• _TASK INSTRUCTIONS_: When you reach the line that contains "pinky pip: (895, 896)" in the data below, start reproducing lines exactly, and stop after the line that contains "thumb mcp: (866, 854)".

• _RECORDS SUPPLIED_:
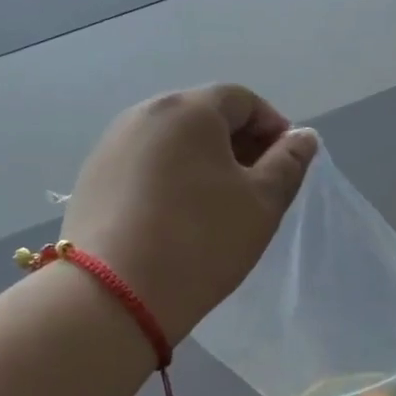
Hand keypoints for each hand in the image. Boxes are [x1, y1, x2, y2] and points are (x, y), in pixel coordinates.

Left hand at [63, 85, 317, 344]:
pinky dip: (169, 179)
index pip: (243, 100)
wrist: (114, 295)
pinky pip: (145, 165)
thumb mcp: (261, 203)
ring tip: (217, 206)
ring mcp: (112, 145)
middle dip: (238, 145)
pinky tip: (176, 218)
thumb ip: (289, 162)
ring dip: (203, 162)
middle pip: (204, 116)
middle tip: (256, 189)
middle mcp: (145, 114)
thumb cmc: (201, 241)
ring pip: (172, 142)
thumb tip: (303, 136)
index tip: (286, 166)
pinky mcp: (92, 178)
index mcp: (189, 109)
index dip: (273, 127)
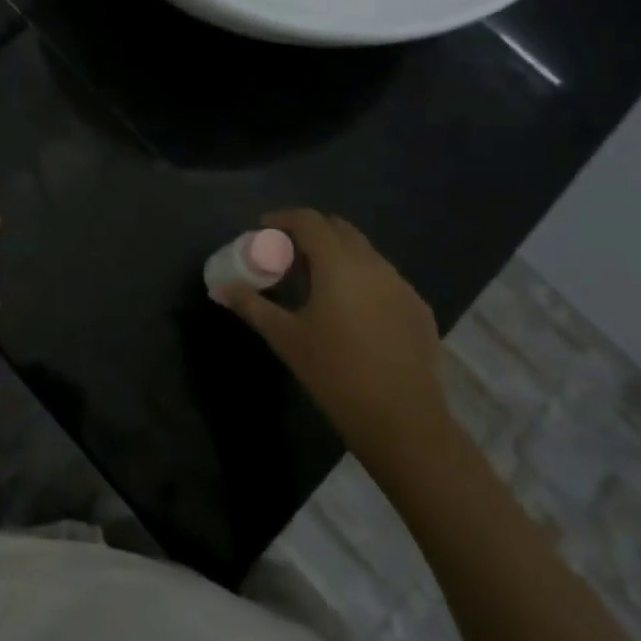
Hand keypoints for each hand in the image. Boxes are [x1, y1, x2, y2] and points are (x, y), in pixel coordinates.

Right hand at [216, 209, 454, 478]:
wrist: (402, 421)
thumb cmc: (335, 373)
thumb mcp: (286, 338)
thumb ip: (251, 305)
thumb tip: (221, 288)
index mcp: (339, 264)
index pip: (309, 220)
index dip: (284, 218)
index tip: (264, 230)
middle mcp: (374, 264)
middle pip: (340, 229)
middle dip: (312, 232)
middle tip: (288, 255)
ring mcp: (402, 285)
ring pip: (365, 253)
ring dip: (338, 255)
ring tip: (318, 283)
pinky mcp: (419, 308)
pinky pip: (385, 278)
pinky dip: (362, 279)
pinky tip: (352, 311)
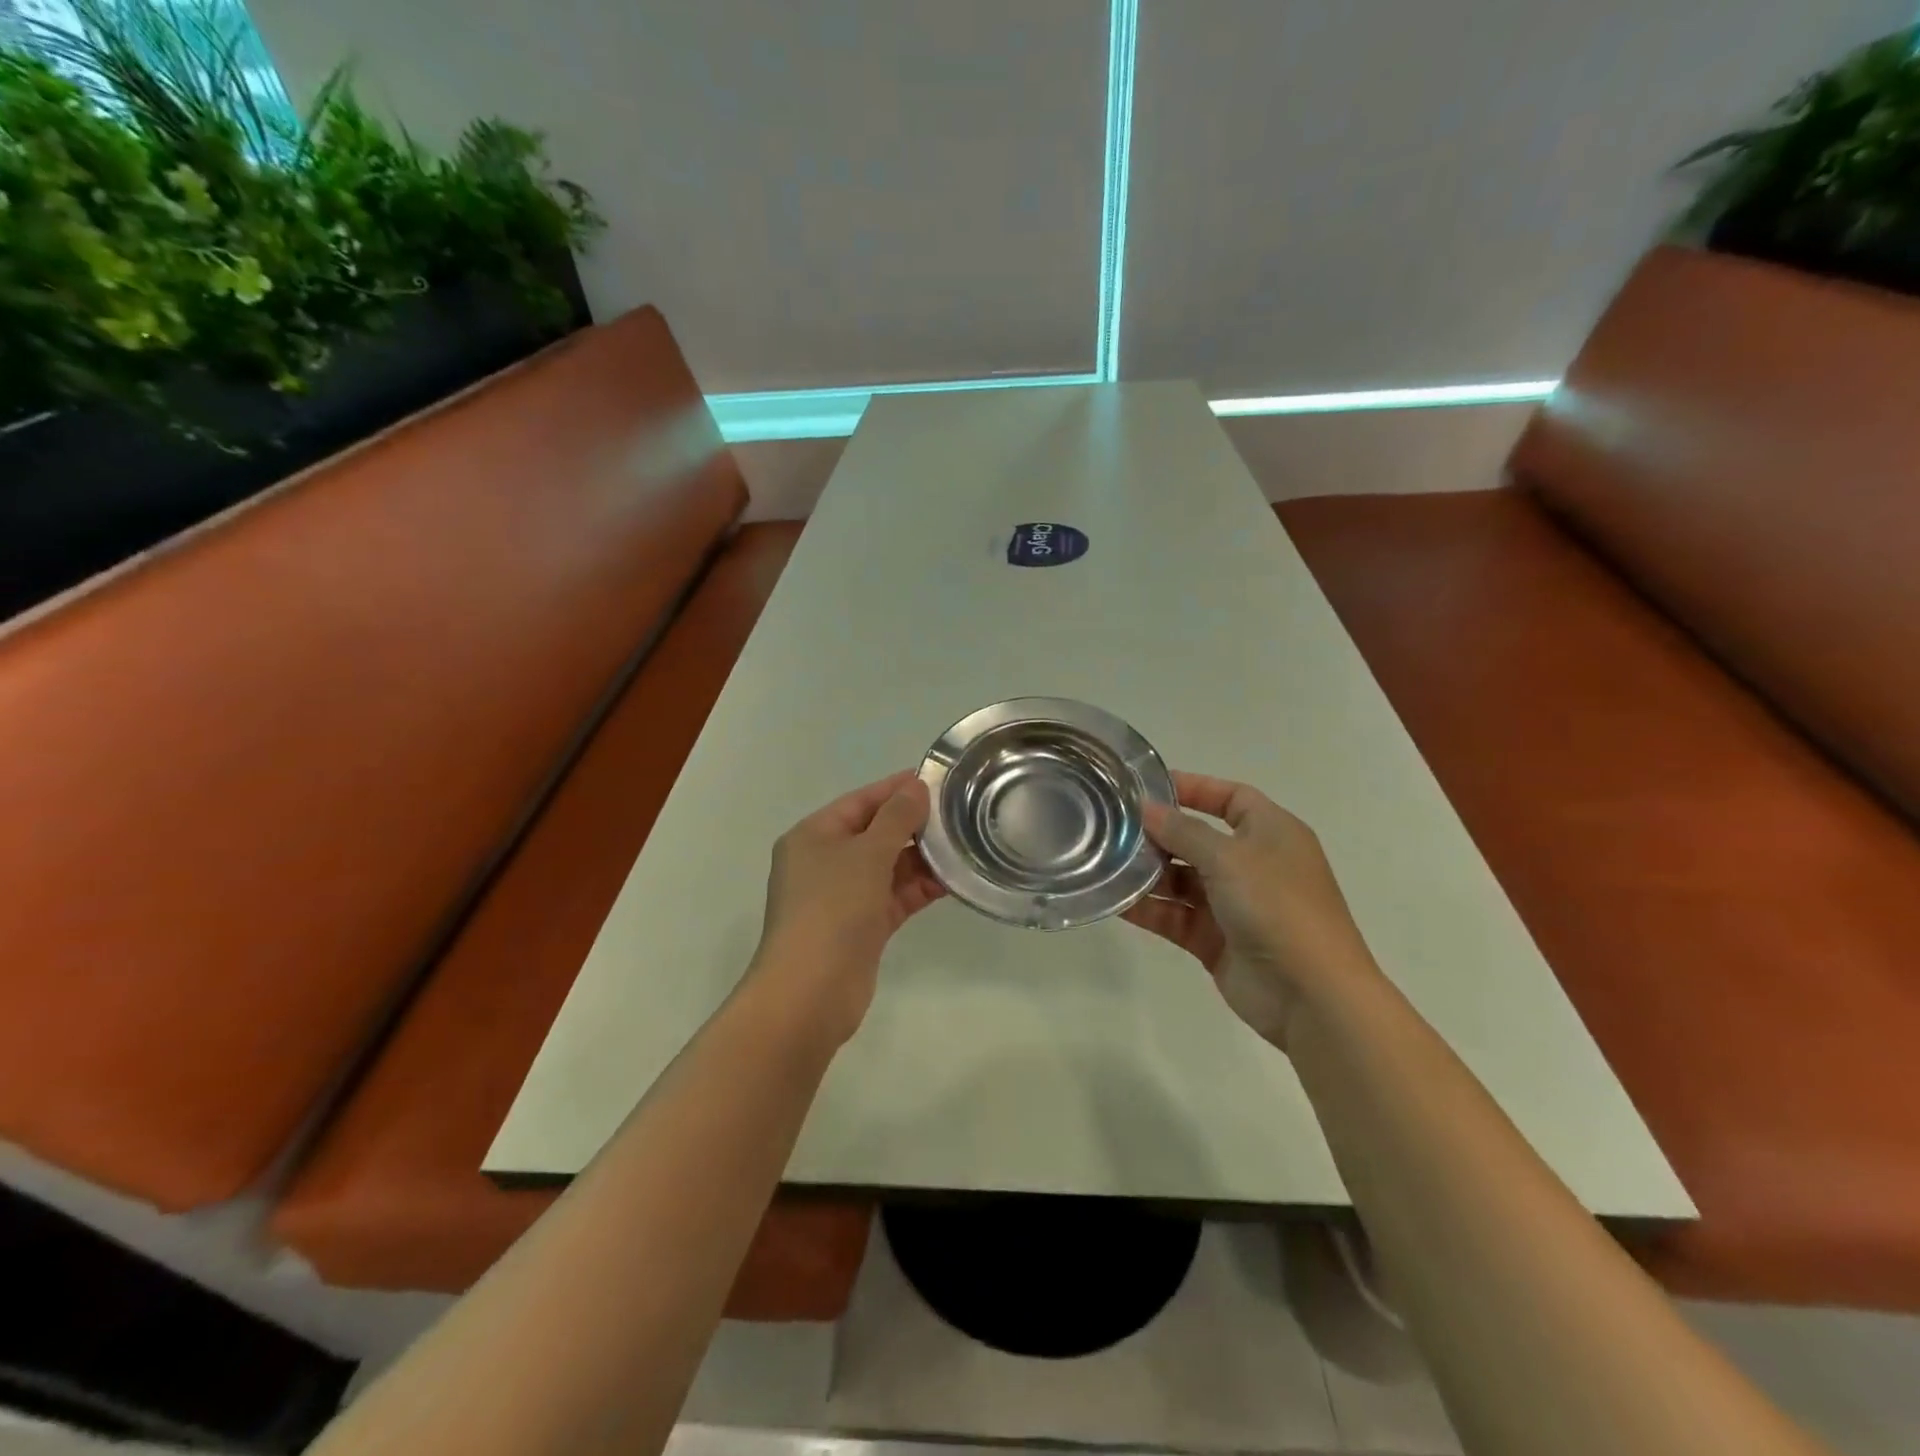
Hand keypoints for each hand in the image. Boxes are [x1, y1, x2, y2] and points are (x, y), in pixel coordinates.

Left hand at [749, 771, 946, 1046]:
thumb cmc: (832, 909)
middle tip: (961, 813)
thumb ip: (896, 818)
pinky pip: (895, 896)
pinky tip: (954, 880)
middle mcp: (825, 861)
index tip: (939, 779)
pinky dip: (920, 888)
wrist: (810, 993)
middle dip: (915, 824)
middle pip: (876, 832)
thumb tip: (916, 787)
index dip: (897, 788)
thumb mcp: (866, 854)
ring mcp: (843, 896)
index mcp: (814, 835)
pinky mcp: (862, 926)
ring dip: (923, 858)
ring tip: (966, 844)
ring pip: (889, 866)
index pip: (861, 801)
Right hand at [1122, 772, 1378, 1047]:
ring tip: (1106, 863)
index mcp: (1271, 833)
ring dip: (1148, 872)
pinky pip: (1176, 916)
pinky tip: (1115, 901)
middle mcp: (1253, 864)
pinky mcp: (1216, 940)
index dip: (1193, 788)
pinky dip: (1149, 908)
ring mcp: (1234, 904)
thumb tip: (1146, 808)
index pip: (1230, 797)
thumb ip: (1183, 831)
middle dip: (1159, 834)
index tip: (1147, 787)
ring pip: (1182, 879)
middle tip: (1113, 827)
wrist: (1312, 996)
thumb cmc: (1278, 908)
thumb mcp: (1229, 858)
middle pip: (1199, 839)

* * *

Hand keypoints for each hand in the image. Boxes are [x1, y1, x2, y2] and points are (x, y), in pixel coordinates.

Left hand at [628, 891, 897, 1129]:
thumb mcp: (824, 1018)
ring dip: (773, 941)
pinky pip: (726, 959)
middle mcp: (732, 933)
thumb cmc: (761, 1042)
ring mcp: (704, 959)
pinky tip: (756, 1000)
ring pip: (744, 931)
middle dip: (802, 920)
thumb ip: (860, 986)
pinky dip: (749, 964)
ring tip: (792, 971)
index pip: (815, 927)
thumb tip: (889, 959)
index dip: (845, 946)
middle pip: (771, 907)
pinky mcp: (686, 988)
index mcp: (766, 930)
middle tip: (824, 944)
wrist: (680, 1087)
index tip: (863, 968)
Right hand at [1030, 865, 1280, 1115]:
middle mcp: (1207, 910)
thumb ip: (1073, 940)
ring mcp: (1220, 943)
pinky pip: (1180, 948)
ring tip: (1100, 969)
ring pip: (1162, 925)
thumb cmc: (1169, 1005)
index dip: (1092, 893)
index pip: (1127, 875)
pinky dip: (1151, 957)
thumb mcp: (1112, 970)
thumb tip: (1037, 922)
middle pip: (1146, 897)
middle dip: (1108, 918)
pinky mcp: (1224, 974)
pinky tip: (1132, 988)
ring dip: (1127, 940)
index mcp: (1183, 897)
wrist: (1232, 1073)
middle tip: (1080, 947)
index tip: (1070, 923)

--

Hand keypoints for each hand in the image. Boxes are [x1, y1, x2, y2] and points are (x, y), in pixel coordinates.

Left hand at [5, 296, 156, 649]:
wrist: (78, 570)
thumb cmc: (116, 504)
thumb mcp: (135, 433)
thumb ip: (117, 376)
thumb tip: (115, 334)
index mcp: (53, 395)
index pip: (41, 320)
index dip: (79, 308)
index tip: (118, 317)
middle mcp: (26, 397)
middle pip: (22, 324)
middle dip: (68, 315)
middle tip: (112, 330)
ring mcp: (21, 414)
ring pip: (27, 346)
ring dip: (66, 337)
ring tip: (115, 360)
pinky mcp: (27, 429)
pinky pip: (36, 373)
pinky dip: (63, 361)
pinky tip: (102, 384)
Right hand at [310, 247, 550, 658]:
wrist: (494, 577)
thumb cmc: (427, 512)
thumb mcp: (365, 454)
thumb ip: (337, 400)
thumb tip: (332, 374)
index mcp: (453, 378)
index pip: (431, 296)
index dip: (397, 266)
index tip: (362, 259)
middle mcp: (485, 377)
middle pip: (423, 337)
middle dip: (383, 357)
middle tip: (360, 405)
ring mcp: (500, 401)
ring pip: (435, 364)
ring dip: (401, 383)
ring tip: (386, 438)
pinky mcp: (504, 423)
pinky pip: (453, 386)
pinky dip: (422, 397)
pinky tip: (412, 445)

• _OUTPUT BELOW_:
pinky pip: (895, 896)
pinky tip: (954, 880)
middle mcp: (825, 861)
index tip: (939, 779)
pinky dip: (920, 888)
wrist: (810, 993)
middle dip: (915, 824)
middle pip: (876, 832)
thumb tip: (916, 787)
index dip: (897, 788)
thumb mcp: (866, 854)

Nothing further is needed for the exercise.